Том 17. Избранные публицистические статьи - Лев Толстой
Шрифт:
Интервал:
Закладка:
Не нужно иметь особой проницательности, чтобы видеть, что в наше время все то же и что наше время полно теми же ужасами, теми же пытками, которые для следующих поколений будут так же удивительны по своей жестокости и нелепости.
Болезнь все та же, и болезнь не столько тех, которые пользуются этими ужасами, сколько тех, которые приводят их в исполнение. Пускай бы Петры, Екатерины, Палкины, Баварские короли пользовались в 100, в 1000 раз более. Пускай [бы] устраивали башни, театры, балы, обирали бы народ. Пускай Палкин засекал бы народ, пускай теперешние злодеи вешали бы сотнями тайком в крепостях, только бы они делали это сами, только бы они не развращали народ, не обманывали его, заставляя его участвовать в этом, как старого солдата.

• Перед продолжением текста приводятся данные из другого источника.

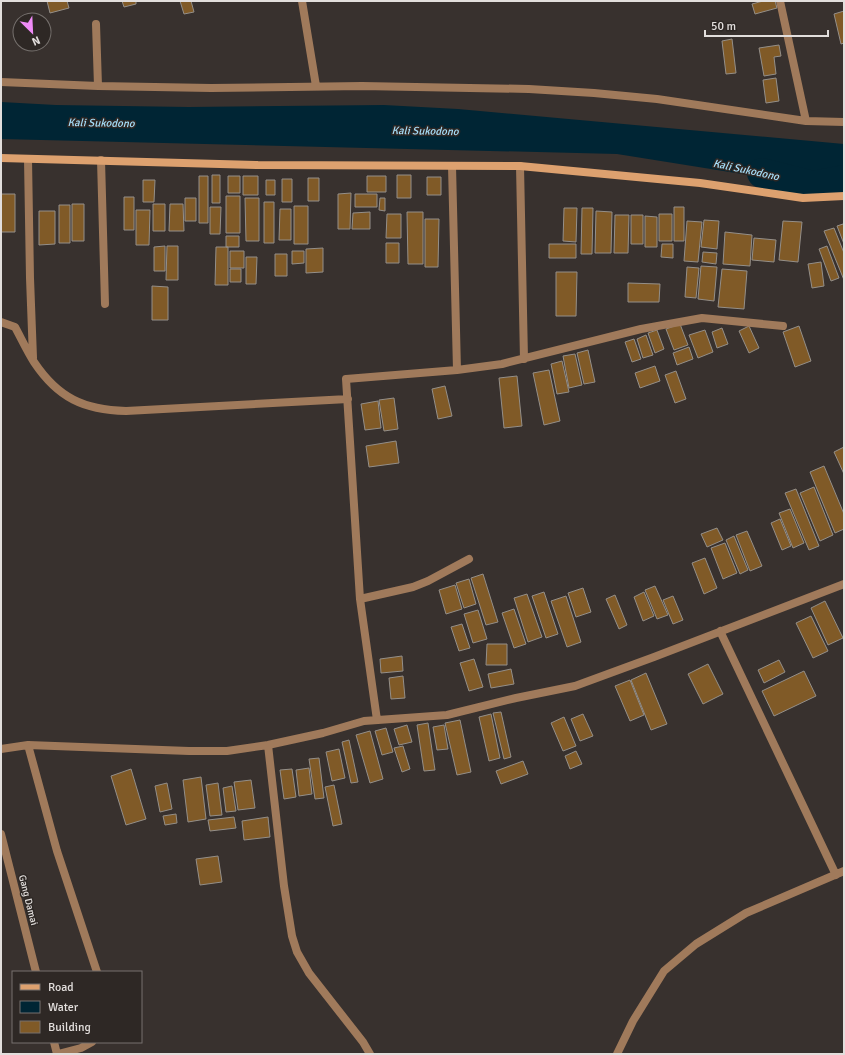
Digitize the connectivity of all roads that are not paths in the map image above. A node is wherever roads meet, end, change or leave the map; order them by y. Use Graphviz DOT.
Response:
graph roads {
  1 [pos="302,1"];
  2 [pos="780,1"];
  3 [pos="96,24"];
  4 [pos="1,82"];
  5 [pos="98,86"];
  6 [pos="316,86"];
  7 [pos="806,121"];
  8 [pos="844,122"];
  9 [pos="1,158"];
  10 [pos="28,159"];
  11 [pos="102,160"];
  12 [pos="452,166"];
  13 [pos="520,166"];
  14 [pos="844,196"];
  15 [pos="105,304"];
  16 [pos="1,322"];
  17 [pos="783,326"];
  18 [pos="524,359"];
  19 [pos="33,361"];
  20 [pos="457,370"];
  21 [pos="348,399"];
  22 [pos="469,559"];
  23 [pos="844,584"];
  24 [pos="360,599"];
  25 [pos="720,631"];
  26 [pos="377,720"];
  27 [pos="28,745"];
  28 [pos="268,745"];
  29 [pos="1,749"];
  30 [pos="1,834"];
  31 [pos="844,871"];
  32 [pos="836,875"];
  33 [pos="36,971"];
  34 [pos="97,971"];
  35 [pos="54,1043"];
  36 [pos="90,1043"];
  37 [pos="57,1054"];
  38 [pos="370,1054"];
  39 [pos="617,1054"];
  1 -- 6 [label="street"];
  2 -- 7 [label="street"];
  3 -- 5 [label="street"];
  4 -- 5 [label="street"];
  5 -- 6 [label="street"];
  6 -- 7 [label="street"];
  7 -- 8 [label="street"];
  9 -- 10 [label="main road"];
  10 -- 11 [label="main road"];
  10 -- 19 [label="street"];
  11 -- 12 [label="main road"];
  11 -- 15 [label="street"];
  12 -- 13 [label="main road"];
  12 -- 20 [label="street"];
  13 -- 14 [label="main road"];
  13 -- 18 [label="street"];
  16 -- 19 [label="street"];
  17 -- 18 [label="street"];
  18 -- 20 [label="street"];
  19 -- 21 [label="street"];
  20 -- 21 [label="street"];
  21 -- 24 [label="street"];
  22 -- 24 [label="street"];
  23 -- 25 [label="street"];
  24 -- 26 [label="street"];
  25 -- 26 [label="street"];
  25 -- 32 [label="street"];
  26 -- 28 [label="street"];
  27 -- 28 [label="street"];
  27 -- 29 [label="street"];
  27 -- 34 [label="street"];
  28 -- 38 [label="street"];
  30 -- 33 [label="street, Gang Damai"];
  31 -- 32 [label="street"];
  32 -- 39 [label="street"];
  35 -- 37 [label="street"];
  36 -- 37 [label="street"];
}
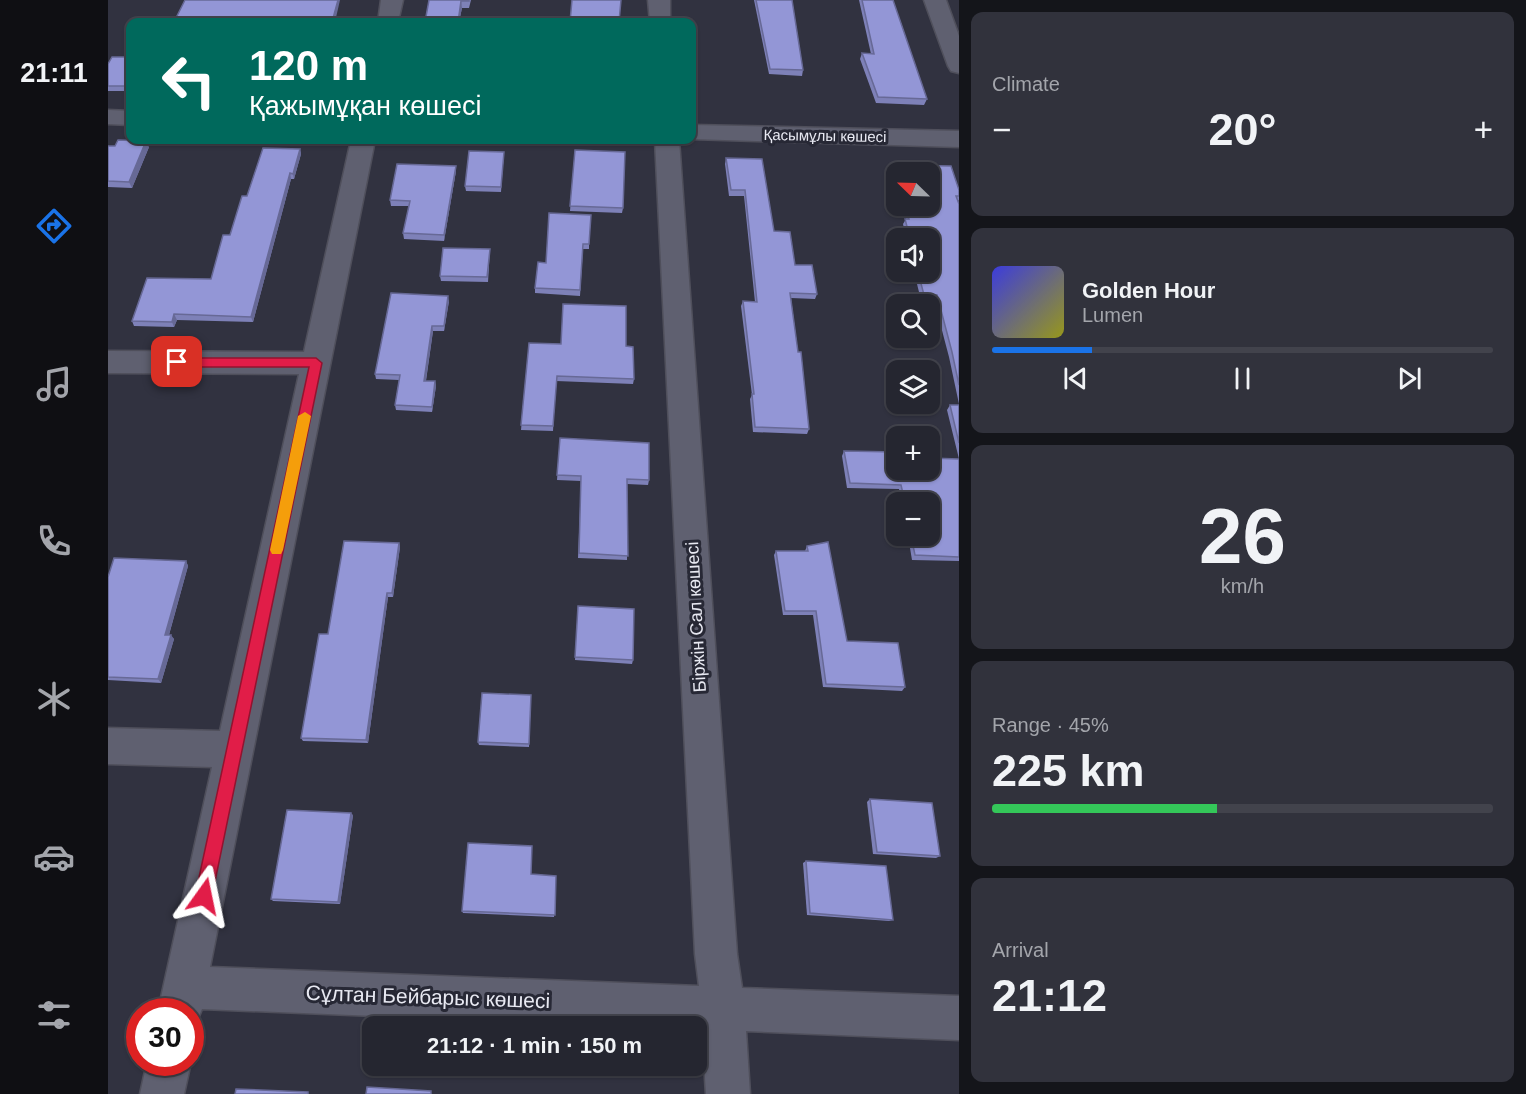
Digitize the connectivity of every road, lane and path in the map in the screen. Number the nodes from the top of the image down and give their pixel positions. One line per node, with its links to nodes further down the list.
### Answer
1 (392, 0): 4 (street)
2 (659, 0): 5 (street)
3 (935, 0): 6 (street)
4 (389, 18)
5 (660, 18)
6 (959, 66)
7 (108, 117): 8 (street)
8 (126, 118)
9 (696, 132): 10 (street, Қасымұлы көшесі)
10 (959, 139)
11 (362, 144): 14 (street)
12 (667, 144): 19 (street, Біржін Сал көшесі)
13 (108, 362): 14 (street)
14 (316, 363): 16 (street)
15 (108, 746): 16 (street)
16 (234, 750): 17 (street)
17 (182, 998)
18 (204, 999): 19 (street, Сұлтан Бейбарыс көшесі)
19 (723, 1009): 20 (street, Сұлтан Бейбарыс көшесі); 23 (street, Біржін Сал көшесі)
20 (959, 1018)
21 (166, 1076): 22 (street)
22 (162, 1094)
23 (728, 1094)

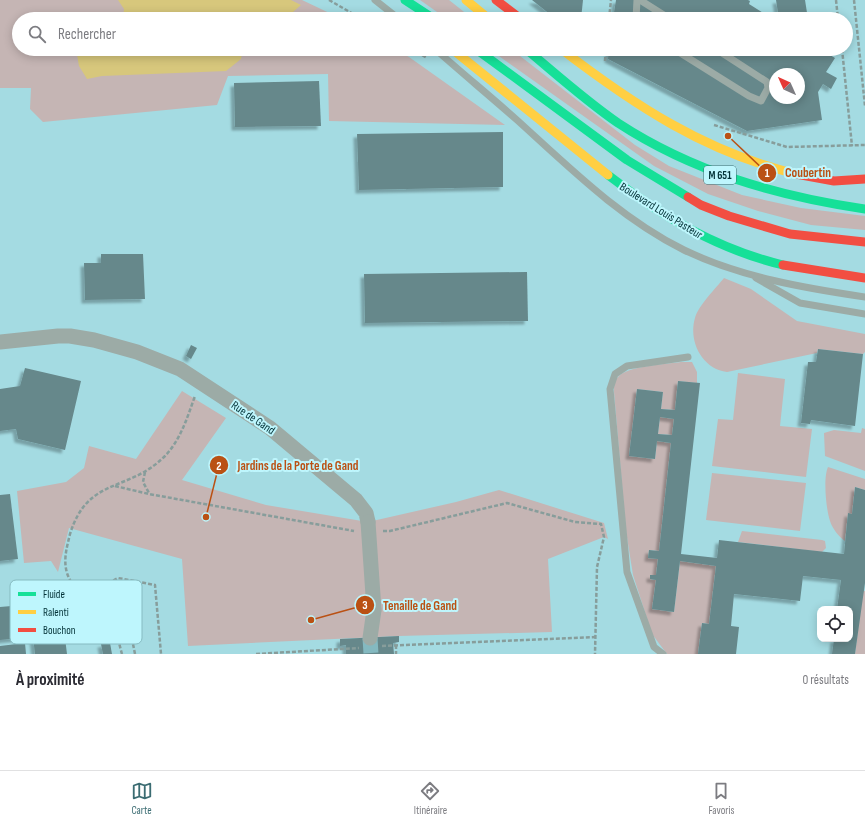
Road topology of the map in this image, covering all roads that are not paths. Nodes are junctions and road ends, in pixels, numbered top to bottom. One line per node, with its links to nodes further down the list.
1 (375, 0): 7 (lane)
2 (387, 0): 8 (highway)
3 (405, 0): 9 (highway)
4 (466, 0): 10 (highway)
5 (496, 0): 11 (highway)
6 (639, 0): 12 (lane); 13 (lane)
7 (396, 12)
8 (399, 12)
9 (423, 12)
10 (481, 12)
11 (512, 12)
12 (637, 12)
13 (659, 12)
14 (443, 56): 24 (lane)
15 (461, 56): 25 (highway, Boulevard Louis Pasteur)
16 (486, 56): 23 (highway)
17 (534, 56): 22 (highway, M 651)
18 (570, 56): 21 (highway)
19 (685, 56): 20 (lane)
20 (727, 56)
21 (865, 179)
22 (865, 209)
23 (865, 242)
24 (749, 274): 26 (lane); 27 (lane)
25 (865, 278)
26 (865, 297)
27 (865, 314)
28 (0, 342): 30 (street, Rue de Gand, bridge)
29 (688, 357): 31 (lane)
30 (370, 638)
31 (663, 654)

Ужасная болезнь эта, болезнь обмана о том, что для человека может быть какой-нибудь закон выше закона любви и жалости к ближним и что потому он никогда не может ни по чьему требованию делать очевидное несомненное зло своим братьям, убивая, засекая, вешая их, сажая в тюрьмы, забирая их в солдаты, отбирая от них подати.
1880 лет [тому назад] на вопрос фарисеев о том, позволительно давать подать кесарю или нет, сказано: отдавайте кесарево кесарю, а божье богу.
Если бы была у людей в наше время хоть слабая вера в учение Христа, то они считали бы должным богу хоть то, чему не только словами учил бог человека, сказав: «не убий»; сказав: «не делай другому того, чего не хочешь, чтобы тебе делали»; сказав: «люби ближнего, как самого себя», — но то, что бог неизгладимыми чертами написал в сердце каждого человека: любовь к ближнему, жалость к нему, ужас перед убийством и мучительством братьев.
Если бы люди верили богу, то они не могли бы не признавать этой первой обязанности к нему, исполнять то, что он написал в их сердце, то есть жалеть, любить, не убивать, не мучать своих братьев. И тогда слова: кесарево кесарю, а божье богу имели бы для них значение.
Царю или кому еще все, что хочешь, но только не божие. Нужны кесарю мои деньги — бери; мой дом, мои труды — бери. Мою жену, моих детей, мою жизнь — бери; все это не божие. Но нужно кесарю, чтоб я поднял и опустил прут на спину ближнего; нужно ему, чтобы я держал человека, пока его будут бить, чтобы я связал человека или с угрозой убийства, с оружием в руке стоял над человеком, когда ему делают зло, чтобы я запер дверь тюрьмы за человеком, чтобы я отнял у человека его корову, хлеб, чтобы я написал бумагу, по которой запрут человека или отнимут у него то, что ему дорого, — всего этого я не могу, потому что тут требуются поступки мои, а они-то и есть божие. Мои поступки — это то, из чего слагается моя жизнь, жизнь, которую я получил от бога, я отдам ему одному. И потому верующий не может отдать кесарю то, что божие. Идти через строй, идти в тюрьму, на смерть, отдавать подати кесарю, — все это я могу, но бить в строю, сажать в тюрьму, водить на смерть, собирать подати — всего этого я не могу для кесаря, потому что тут кесарь требует от меня божие.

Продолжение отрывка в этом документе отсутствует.